Avant de prendre ma plume, je me suis agenouillée devant la statue de Marie: celle qui a donné à ma famille tant de preuves des maternelles préférences de la Reine du ciel ; je l'ai suppliée de guider ma main, afin de ne pas tracer une seule ligne qui ne lui soit agréable............

Comme le dit saint Paul:" Dieu a pitié de qui il veut, et il fait miséricorde à qui il veut faire miséricorde. Ce n'est donc pas l'ouvrage de celui qui veut , ni de celui qui court , mais de Dieu qui fait miséricorde." Thérèse de l'Enfant Jésus

lundi 5 mars 2012

De la joie et du kif...


La joie est une honte. Quand on voit cette misère autour de nous, comment pourrait-on se réjouir ? Dolorès V.
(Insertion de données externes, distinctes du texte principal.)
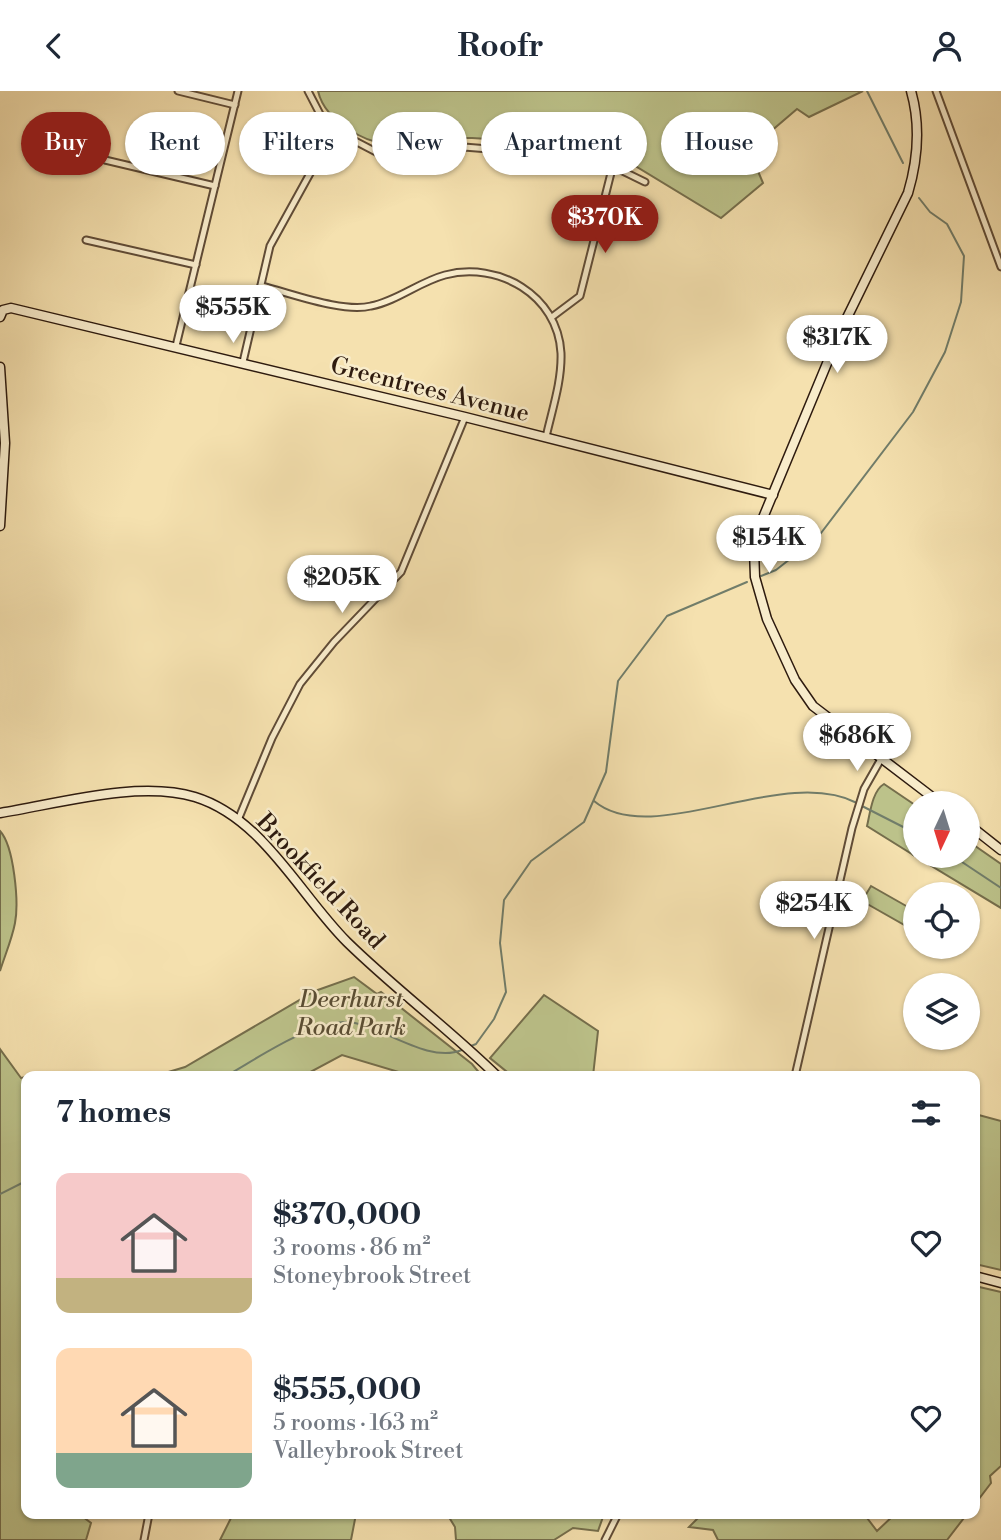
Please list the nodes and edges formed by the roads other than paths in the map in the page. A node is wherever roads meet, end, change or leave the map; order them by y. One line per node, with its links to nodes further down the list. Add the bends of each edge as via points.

Chère Dolorès, oserai-je dire que c’est avec joie que je déplore avec vous tous ces plaisirs frivoles dans lesquels se roule le monde ? Nous savons combien la rigolade peut sentir l’ignorance ; les gloussements suer l’angoisse ; les « petits bonheurs » se fonder sur le mépris. Et je ne parle pas de la dérision méchante, qui a du moins le mérite de sa franchise. Je parle du gentil fun ou du kif mignon qui sont toujours déjà flétris par leur refus de la lucidité tragique et par leur fuite lâche à l’heure du combat contre l’injustice et la mort… Mais remarquez que si la vérité des choses se trouve dans les larmes, votre conscience ne peut prendre un certain plaisir à ce que vous teniez dans cette vérité, en sorte que vous ne sauriez pleurer sans quelque joie.
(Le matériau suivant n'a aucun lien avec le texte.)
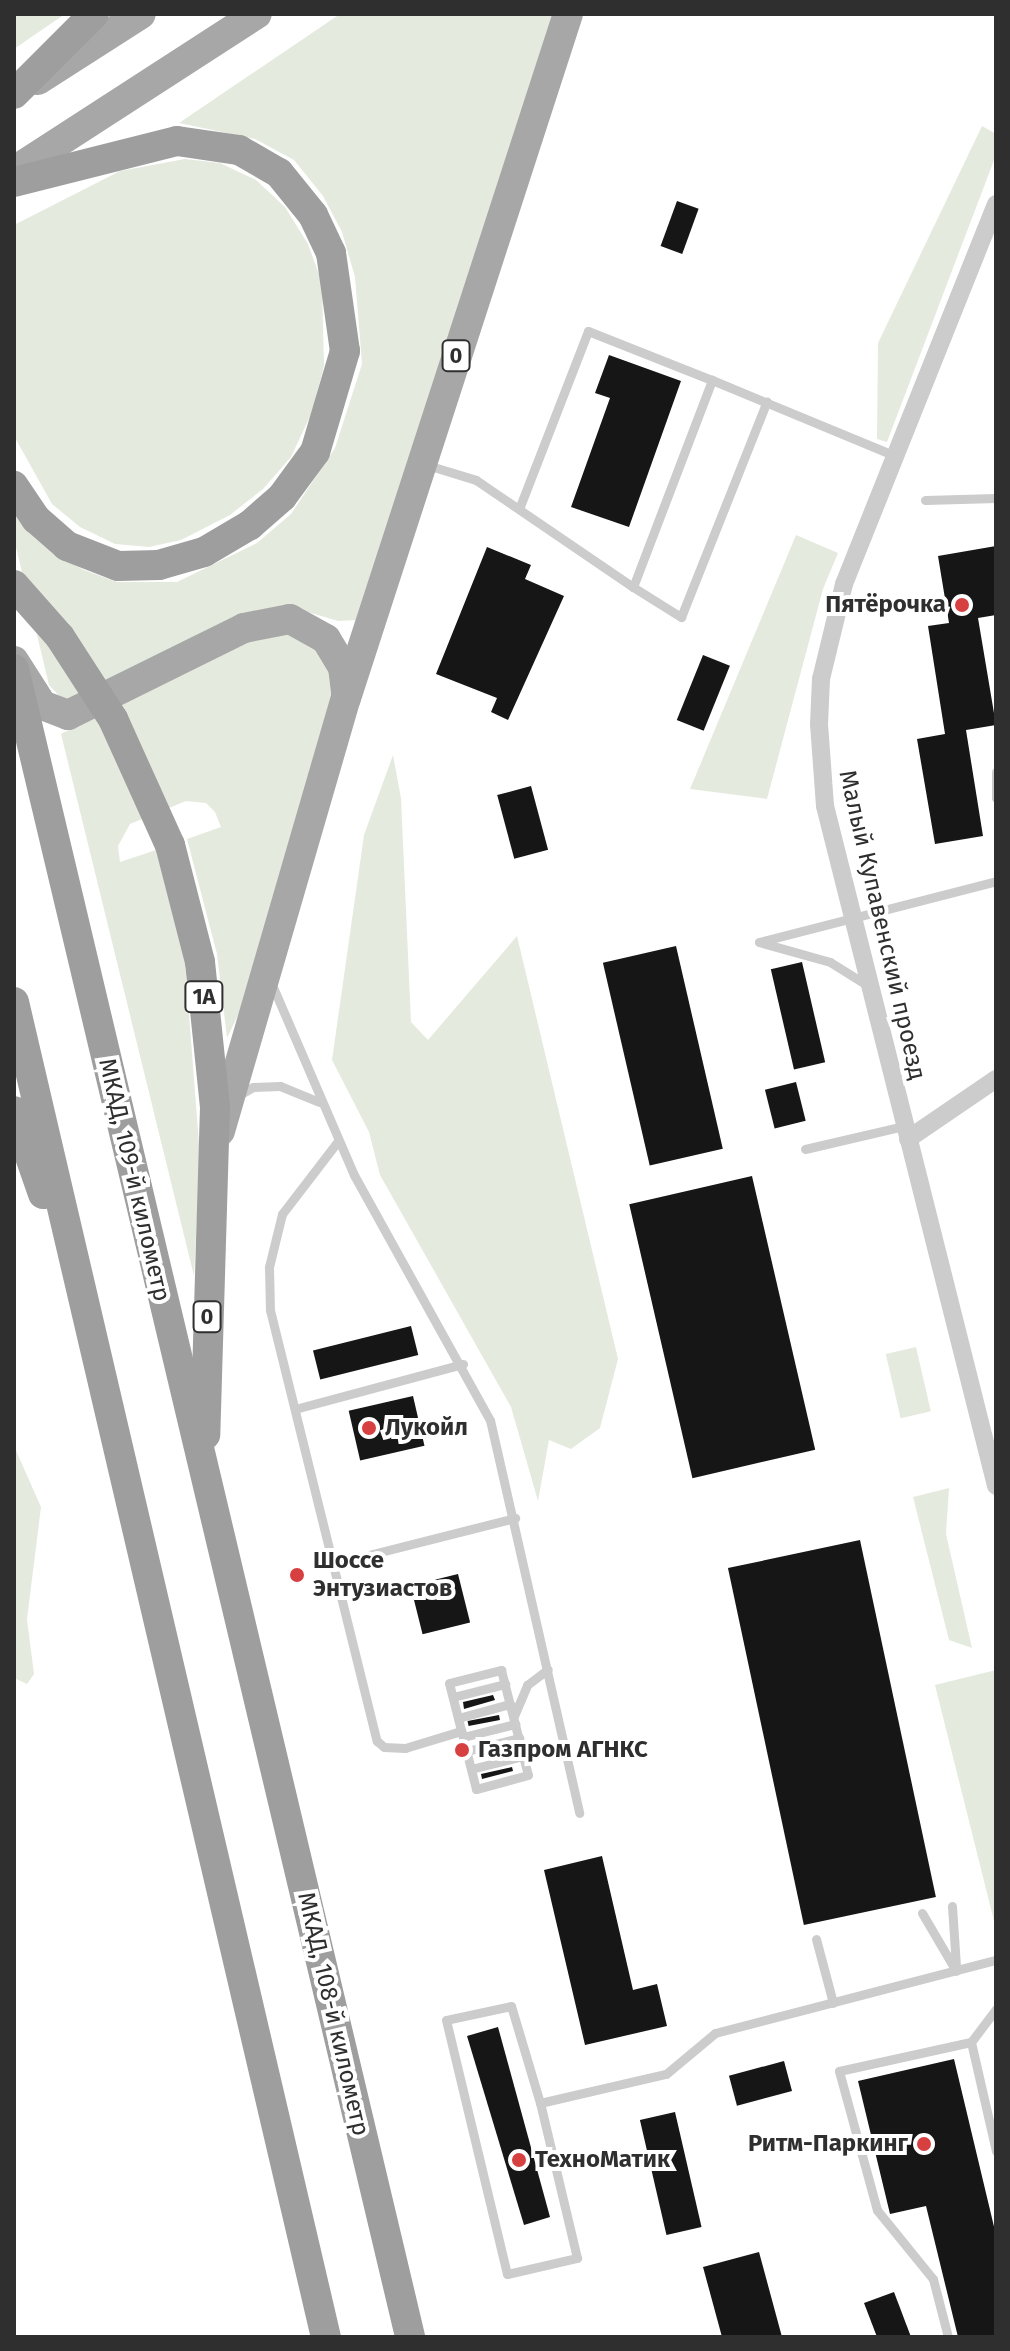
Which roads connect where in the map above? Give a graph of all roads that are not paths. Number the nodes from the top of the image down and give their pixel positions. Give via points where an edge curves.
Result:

Deux autres observations. Rejeter la joie au nom de la compassion, c’est au final collaborer à l’empire de la douleur. Vous devenez complice du mal et lui décernez la couronne. En vérité, c’est parce que nous sommes faits pour la vraie joie que les joies fausses et les vraies misères nous sont si odieuses. Et la seule manière de lutter contre ces joies fausses et ces vraies misères consiste à accueillir et à communiquer une joie lucide, forte comme la mort, dure contre l’injustice.
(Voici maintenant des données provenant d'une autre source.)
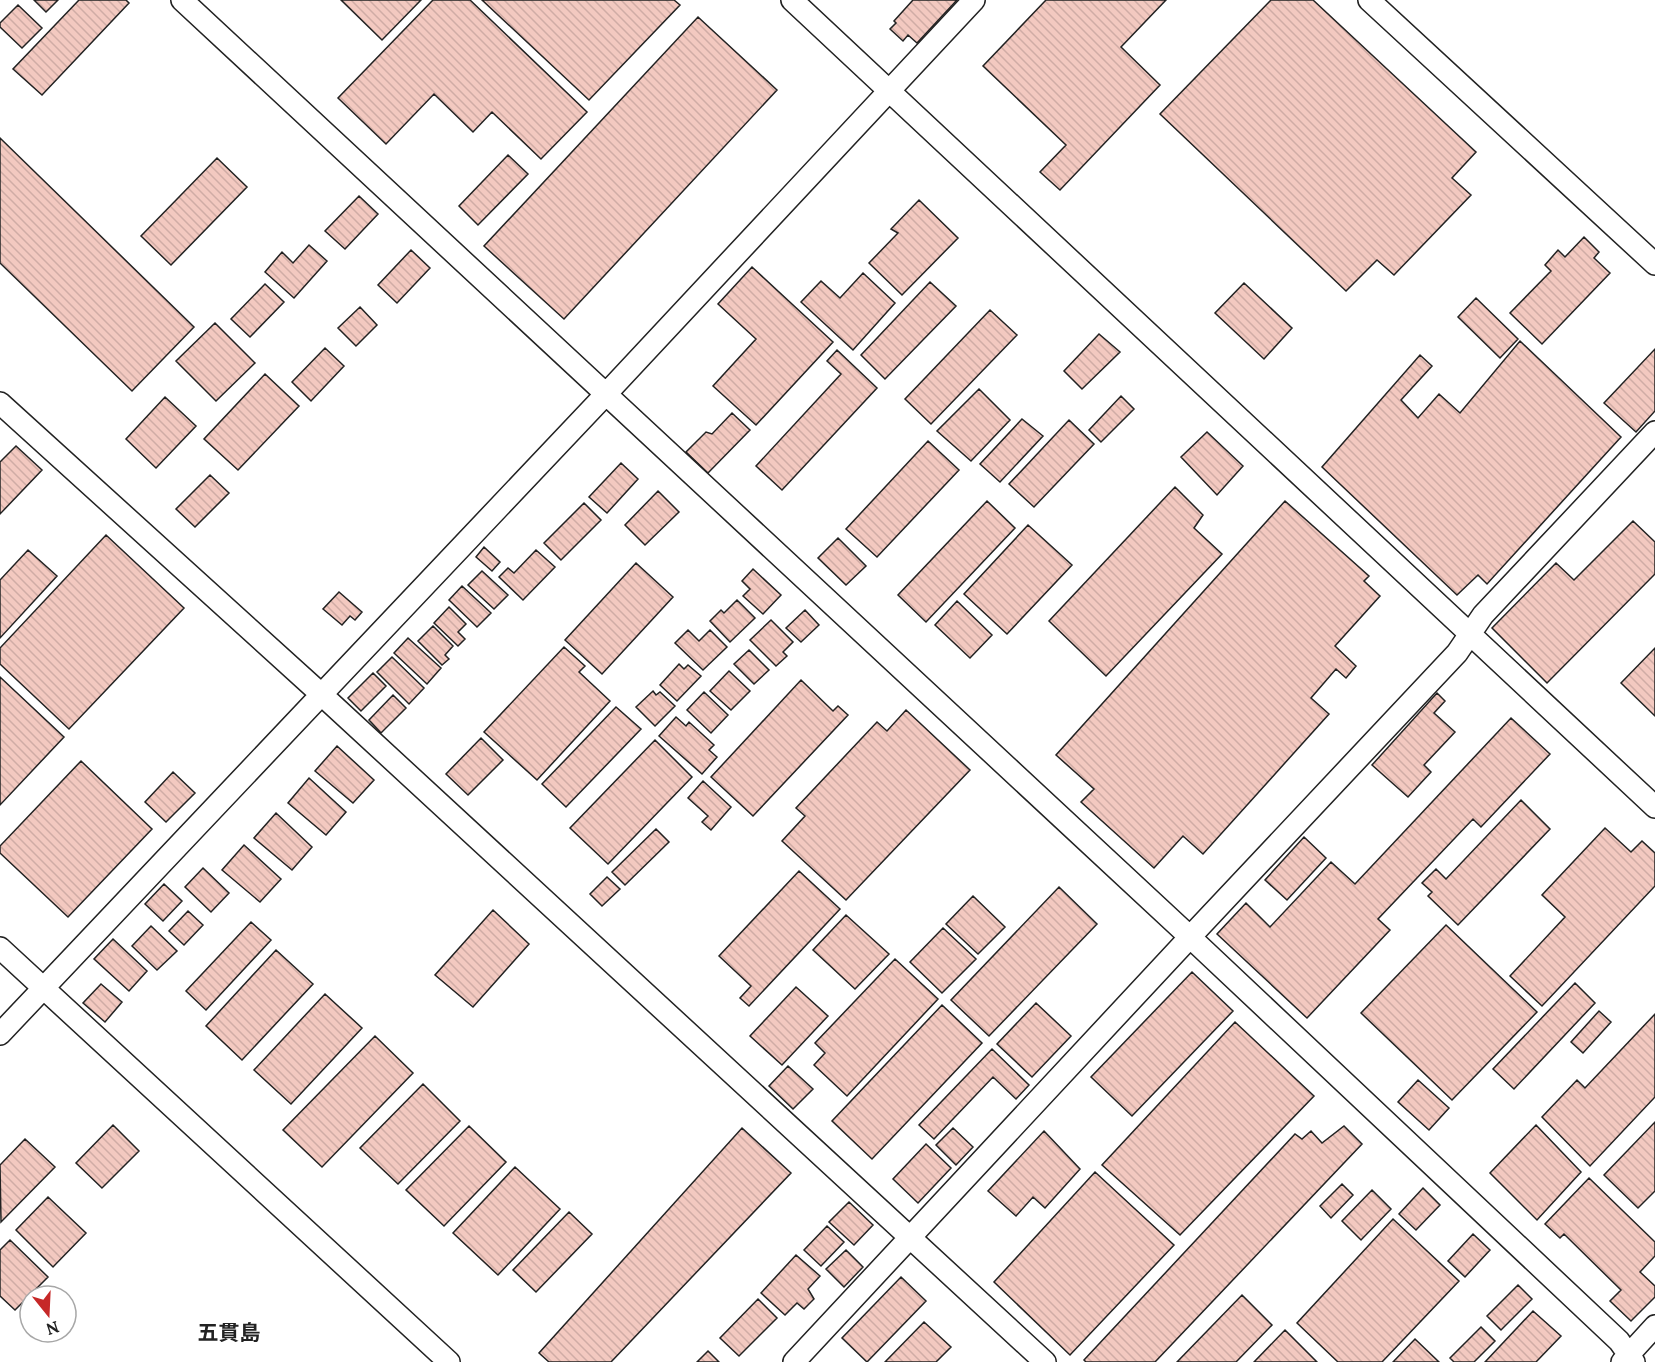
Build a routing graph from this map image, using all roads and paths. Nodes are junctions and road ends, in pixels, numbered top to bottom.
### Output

Par ailleurs, si nous versons si souvent dans cette injustice, n’est-ce point par ingratitude et par rapacité d’avoir encore et plus ? Or, qu’est-ce qui peut nous guérir de cette rapacité d’avoir, sinon la joie d’être ? Bien sûr, cette allégresse nue, cette joie sauvage d’exister nous semble désormais aussi loin que le « vert paradis des amours enfantines ». Afin de l’éprouver dans sa force, il faudrait se laisser assez dépouillé pour vivre dans la source jaillissante de Celui qui est et qui se donne. Aussi Notre-Dame des Douleurs – d’où vient votre prénom, Dolorès- ne connait-elle d’autres douleurs que d’enfantement. Elle souffre « par » la joie d’être épouse et « pour » la joie d’être mère. La croix ne la tient si violemment que dans cette joie de recevoir et de donner la vie.